Leaflet 0.7 supported Chrome, Firefox, Safari 5+, Opera 12+ and IE 7–11.

== Comparison with other libraries ==
Leaflet is directly comparable with OpenLayers, as both are open source, client-side only JavaScript libraries. The library as a whole is much smaller, around 7,000 lines of code compared to OpenLayers' 230,000 (as of 2015). It has a smaller code footprint than OpenLayers (around 123 KB vs 423 KB) due partly to its modular structure. The code base is newer, and takes advantage of recent features of JavaScript, plus HTML5 and CSS3. However, Leaflet lacks features OpenLayers supports, such as Web Feature Service (WFS) and native support for projections other than Google Web Mercator (EPSG 3857).

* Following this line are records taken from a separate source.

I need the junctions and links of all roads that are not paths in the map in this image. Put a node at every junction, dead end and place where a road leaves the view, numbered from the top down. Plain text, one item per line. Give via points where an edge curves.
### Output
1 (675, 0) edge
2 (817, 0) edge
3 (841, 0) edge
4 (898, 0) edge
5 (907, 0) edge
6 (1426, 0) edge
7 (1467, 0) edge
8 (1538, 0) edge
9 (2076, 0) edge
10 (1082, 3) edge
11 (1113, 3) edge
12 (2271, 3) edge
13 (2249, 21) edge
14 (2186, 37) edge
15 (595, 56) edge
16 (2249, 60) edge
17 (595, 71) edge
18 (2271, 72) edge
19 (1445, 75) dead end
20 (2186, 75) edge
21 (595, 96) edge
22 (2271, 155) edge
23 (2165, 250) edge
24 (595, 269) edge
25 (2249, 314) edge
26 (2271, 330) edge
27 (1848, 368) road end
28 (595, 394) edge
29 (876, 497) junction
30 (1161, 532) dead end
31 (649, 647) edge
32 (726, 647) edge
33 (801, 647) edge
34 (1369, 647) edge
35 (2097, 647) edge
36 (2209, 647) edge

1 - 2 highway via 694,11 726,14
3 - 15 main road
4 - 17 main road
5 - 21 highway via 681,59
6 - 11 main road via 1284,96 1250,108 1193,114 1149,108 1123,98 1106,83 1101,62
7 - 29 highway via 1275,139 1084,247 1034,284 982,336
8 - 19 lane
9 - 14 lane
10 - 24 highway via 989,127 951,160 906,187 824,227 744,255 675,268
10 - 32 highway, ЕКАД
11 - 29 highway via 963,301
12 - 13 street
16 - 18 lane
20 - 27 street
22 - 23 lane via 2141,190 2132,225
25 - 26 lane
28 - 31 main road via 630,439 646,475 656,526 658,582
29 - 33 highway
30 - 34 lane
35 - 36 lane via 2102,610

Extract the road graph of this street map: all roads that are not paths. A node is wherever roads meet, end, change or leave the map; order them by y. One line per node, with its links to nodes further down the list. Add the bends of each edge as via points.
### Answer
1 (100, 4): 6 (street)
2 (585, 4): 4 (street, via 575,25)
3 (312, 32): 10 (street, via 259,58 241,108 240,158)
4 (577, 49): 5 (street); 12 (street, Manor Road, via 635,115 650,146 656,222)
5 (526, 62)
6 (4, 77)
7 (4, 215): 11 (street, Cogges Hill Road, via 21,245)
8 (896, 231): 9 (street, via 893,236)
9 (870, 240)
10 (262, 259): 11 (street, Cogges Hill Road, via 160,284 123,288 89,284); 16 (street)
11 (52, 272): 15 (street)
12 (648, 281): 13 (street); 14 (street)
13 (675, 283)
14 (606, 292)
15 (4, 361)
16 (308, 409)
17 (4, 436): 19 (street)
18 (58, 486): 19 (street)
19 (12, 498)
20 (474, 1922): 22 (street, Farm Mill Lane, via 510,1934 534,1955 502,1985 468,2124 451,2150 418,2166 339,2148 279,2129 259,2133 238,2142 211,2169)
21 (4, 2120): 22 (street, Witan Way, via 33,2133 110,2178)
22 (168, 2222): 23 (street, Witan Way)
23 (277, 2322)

It is also comparable to the proprietary, closed source Google Maps API (debuting in 2005) and Bing Maps API, both of which incorporate a significant server-side component to provide services such as geocoding, routing, search and integration with features such as Google Earth. Google Maps API provides speed and simplicity, but is not flexible, and can only be used to access Google Maps services. The new DataLayer part of Google's API does allow external data sources to be displayed, however.

== History ==
Leaflet began life in 2010 as "Web Maps API", a JavaScript library for the CloudMade mapping provider, where Agafonkin worked at the time. In May 2011, CloudMade announced the first release of Leaflet, built from scratch but using parts of the old API code.
- 0.1: May 17, 2011
- 0.2: June 18, 2011
- 0.3: Feb 14, 2012
- 0.4: Jul 30, 2012
- 0.5: Jan 17, 2013
  - This release introduced Retina support and many usability and user experience improvements.
- 0.6: Jun 26, 2013
  - This release expanded the API's range of methods and events, improved usability, and added GeoJSON saving. It was completed in a 2-day code sprint supported by Mapbox.
- 0.7: Nov 22, 2013
  - This release focused on bug fixing, announcing that refactoring and potential backward incompatibilities would come soon.
- 1.0: Sep 27, 2016
  - This release contained over 400 changes compared to v0.7.7:
    - Performance improvements in all aspects of the library and vector layers in particular.
    - Flyover animations (zooming and panning in a curve).
    - Fractional zoom level support.
    - Better tile loading algorithm with less flickering.
    - Custom pane management (including multiple vector layer panes and interleaving vectors and tile layers).
    - Better support for non-standard projections.
    - More accessibility features.
    - Improved documentation.
    - Stability improvements.
- 1.1: Jun 27, 2017
  - This release adds video overlays and makes a transition to ECMAScript 6 modules.
- 1.2: Oct 25, 2017
- 1.3: Jan 15, 2018
- 1.3.2: Jul 17, 2018
- 1.3.3: Jul 18, 2018
- 1.3.4: Aug 21, 2018
- 1.4.0: Dec 30, 2018
- 1.5.0 and 1.5.1: May 8, 2019
- 1.6.0: Nov 17, 2019
- 1.7.0 and 1.7.1: September 4, 2020
- 1.8: April 18, 2022
- 1.9: September 22, 2022
In March 2022, the developer urged action on the Russian invasion of Ukraine on the Leaflet website.